I've been very avid for 2x2 for a while but my progress is always quite sporadic.
Thought I'd make a progression thread as a way to document progress and hopefully keep me focused.

Currently I'm working on learning TCLL- , but it's a bit all over the place as I'm learning and genning algs at the same time.

Cases to learn (15/43):

Hammer
Spaceship
Stollery
Pinwheel
Two-face
Turtle
Poser
Gun
Currently learning and genning Hammer.

Noteworthy genned Algs for today:

y' (U') R' U R U' R2 F R F' U R - very nice Hammer case (will prob learn as main or backup)

R U R' U2 F R' F' R2 U' R' - both this and below solve the same case. Will use this one and the other probably just a novelty.

R2 U' R' U2 R' U2 F R' F'


----------



## Imsoosm (Jun 22, 2022)

Jaym-er said:


> I've been very avid for 2x2 for a while but my progress is always quite sporadic.
> Thought I'd make a progression thread as a way to document progress and hopefully keep me focused.
> 
> Currently I'm working on learning TCLL- , but it's a bit all over the place as I'm learning and genning algs at the same time.
> ...


Cool! When you are finished genning the algs, can you share them through here?


----------



## abunickabhi (Jun 22, 2022)

2x2 is fun. Good luck learning and practising!


----------



## Jaym-er (Jun 26, 2022)

Imsoosm said:


> Cool! When you are finished genning the algs, can you share them through here?

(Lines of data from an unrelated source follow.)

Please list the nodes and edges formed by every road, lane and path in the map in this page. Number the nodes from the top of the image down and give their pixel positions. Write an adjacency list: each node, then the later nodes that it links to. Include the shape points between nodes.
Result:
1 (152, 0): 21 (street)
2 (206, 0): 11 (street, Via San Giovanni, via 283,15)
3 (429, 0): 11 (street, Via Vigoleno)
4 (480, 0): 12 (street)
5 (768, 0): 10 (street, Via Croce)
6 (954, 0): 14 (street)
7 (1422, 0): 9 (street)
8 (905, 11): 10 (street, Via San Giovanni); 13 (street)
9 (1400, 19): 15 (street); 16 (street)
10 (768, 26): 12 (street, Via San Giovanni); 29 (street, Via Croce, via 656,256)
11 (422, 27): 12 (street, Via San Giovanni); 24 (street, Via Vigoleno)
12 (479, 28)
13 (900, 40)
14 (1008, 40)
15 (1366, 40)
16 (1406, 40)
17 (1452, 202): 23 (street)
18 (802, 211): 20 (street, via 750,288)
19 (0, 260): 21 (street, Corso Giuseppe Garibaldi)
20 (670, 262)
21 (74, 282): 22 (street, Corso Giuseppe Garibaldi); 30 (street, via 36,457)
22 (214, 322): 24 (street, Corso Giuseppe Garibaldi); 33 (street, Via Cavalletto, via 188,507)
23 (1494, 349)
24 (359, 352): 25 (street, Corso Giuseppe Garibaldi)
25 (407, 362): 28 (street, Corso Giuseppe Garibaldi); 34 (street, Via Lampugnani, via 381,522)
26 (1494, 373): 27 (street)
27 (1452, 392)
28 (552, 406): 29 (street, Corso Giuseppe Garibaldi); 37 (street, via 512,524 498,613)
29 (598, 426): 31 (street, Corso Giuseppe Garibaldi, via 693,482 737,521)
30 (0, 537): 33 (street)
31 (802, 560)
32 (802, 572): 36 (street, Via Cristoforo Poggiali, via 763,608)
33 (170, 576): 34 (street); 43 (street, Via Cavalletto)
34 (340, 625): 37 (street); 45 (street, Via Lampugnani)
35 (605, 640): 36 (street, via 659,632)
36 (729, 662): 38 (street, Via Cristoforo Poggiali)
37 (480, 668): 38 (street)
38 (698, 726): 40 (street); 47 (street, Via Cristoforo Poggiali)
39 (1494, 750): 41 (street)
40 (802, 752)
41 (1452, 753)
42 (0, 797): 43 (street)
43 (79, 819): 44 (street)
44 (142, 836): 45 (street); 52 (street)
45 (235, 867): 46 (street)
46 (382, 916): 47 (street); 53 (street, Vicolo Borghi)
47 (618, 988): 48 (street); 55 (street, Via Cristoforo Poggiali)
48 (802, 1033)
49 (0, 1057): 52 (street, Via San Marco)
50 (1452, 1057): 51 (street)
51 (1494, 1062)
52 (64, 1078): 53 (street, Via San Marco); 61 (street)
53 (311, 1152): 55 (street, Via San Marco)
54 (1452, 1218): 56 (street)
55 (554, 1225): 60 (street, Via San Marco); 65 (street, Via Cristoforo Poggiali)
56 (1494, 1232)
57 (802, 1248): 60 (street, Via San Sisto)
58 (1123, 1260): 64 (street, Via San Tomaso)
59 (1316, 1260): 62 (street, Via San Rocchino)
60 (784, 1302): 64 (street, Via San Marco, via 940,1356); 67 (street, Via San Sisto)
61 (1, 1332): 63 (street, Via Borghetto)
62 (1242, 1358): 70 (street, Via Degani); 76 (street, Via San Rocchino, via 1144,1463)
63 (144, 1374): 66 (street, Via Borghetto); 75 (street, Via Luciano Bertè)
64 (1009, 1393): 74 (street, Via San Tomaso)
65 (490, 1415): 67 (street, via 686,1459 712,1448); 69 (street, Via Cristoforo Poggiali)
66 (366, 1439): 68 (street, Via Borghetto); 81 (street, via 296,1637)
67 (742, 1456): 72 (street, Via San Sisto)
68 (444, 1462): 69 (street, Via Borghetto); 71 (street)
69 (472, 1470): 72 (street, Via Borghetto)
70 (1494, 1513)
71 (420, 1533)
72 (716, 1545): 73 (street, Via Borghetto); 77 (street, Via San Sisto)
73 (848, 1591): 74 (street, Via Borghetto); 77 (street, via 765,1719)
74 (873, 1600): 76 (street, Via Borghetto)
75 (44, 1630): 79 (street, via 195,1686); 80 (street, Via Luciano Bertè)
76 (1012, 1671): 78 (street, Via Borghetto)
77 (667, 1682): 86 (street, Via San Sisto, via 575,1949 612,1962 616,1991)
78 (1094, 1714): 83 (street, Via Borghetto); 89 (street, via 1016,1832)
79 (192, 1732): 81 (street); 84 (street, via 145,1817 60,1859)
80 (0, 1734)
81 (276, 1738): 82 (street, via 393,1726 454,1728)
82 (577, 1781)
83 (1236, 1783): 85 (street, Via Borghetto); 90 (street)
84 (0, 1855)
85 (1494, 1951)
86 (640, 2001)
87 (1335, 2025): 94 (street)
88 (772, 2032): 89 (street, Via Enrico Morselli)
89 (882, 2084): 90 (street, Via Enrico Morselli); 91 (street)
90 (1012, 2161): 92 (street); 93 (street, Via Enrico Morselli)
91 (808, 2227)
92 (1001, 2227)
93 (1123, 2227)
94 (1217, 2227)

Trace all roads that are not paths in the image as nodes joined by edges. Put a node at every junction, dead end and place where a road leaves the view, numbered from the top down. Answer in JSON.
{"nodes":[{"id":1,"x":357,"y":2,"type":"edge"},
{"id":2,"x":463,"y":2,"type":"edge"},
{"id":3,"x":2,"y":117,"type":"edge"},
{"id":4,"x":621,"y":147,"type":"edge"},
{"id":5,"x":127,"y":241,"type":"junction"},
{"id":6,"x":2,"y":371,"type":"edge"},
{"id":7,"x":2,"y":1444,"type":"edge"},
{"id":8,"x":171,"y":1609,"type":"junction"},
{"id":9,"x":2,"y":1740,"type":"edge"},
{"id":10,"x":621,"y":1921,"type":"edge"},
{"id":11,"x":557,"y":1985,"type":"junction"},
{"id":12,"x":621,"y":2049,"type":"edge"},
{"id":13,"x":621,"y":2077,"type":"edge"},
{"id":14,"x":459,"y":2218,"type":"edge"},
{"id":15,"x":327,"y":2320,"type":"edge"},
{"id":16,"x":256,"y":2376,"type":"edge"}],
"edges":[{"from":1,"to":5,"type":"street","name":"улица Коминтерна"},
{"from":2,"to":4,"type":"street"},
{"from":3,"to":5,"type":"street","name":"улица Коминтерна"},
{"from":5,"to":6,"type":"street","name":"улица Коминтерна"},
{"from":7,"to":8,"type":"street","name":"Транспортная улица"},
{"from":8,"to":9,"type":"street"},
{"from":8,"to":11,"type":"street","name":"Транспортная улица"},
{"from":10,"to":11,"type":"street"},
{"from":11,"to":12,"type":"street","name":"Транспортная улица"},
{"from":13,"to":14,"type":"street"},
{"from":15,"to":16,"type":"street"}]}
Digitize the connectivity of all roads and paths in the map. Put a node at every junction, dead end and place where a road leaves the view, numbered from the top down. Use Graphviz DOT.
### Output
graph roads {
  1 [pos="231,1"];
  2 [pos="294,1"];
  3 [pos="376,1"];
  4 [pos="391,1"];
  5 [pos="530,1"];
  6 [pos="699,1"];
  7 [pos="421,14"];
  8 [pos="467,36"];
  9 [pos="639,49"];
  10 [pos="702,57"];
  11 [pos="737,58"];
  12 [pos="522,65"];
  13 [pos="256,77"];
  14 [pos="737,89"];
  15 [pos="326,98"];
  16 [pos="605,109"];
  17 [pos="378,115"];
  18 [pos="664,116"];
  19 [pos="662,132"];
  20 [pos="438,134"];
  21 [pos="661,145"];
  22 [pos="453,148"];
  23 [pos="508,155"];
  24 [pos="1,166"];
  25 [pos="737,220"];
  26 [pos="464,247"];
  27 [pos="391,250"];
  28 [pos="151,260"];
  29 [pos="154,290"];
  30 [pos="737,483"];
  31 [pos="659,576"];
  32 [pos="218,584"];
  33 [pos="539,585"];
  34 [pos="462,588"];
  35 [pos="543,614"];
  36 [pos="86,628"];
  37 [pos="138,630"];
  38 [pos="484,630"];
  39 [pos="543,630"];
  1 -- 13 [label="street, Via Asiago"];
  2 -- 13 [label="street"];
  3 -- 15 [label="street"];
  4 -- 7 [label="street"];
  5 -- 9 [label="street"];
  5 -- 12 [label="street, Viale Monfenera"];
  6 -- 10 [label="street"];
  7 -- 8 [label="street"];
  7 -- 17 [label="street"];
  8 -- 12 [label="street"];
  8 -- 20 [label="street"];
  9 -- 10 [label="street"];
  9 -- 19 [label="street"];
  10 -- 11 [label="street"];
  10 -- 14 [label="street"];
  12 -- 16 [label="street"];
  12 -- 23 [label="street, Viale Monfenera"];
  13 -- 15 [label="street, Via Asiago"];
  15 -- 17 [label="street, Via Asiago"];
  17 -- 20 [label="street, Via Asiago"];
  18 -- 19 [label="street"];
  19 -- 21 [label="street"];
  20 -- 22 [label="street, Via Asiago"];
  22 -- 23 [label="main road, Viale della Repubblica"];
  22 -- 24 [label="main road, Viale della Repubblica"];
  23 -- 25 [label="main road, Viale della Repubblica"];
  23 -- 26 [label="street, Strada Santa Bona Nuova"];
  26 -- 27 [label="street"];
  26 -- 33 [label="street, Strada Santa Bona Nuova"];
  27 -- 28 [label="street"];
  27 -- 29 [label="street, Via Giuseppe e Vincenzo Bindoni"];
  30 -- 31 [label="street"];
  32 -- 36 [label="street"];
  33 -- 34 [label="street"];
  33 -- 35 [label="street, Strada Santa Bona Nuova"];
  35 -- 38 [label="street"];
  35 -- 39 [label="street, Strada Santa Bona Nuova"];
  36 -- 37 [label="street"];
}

I update Will's Best 2x2 Algs sheet so they can be found there. I don't normally announce new algs (considering maybe announcing them here). Usually the 1st and 2nd lines for each case are the best, but it's always a WIP 



abunickabhi said:


> 2x2 is fun. Good luck learning and practising!


Thanks! I appreciate it


----------



## Jaym-er (Jun 26, 2022)

Update:

Haven't put much time into TCLL- lately but jumped back on it today. Spaceship cases are still a bit rough in my memory but they'll get there.

Cases to learn (20/43):

Hammer
Spaceship
Stollery
Pinwheel
Two-face
Turtle
Poser
Gun
I also found some dynamite spaceship algs:
By case number:

No need for a new case here!
(U2) R U R' U R' F R F' U2 R U R' - A small optimisation for me over the previous case, but this case is a bit long! Old case could still be nicer depending on finger grip after base build.
No need for a new case
Pre-existing case is pretty good
y' (U) R' U R U R' F R' F' R U' R - rotationless case is also decent, but this alg is much nicer if a solve can be planned from this angle
y (U') R' F U' R' F R2 U' R' U2 R - pre-existing case is downright bad. Very proud of this alg find as it's a banger


----------



## Jaym-er (Aug 7, 2022)

Lol yeah I've not done TCLL- in ages and it'll probably be longer still.

On the other side we do have fairly optimised TTCLL+- algs now.


----------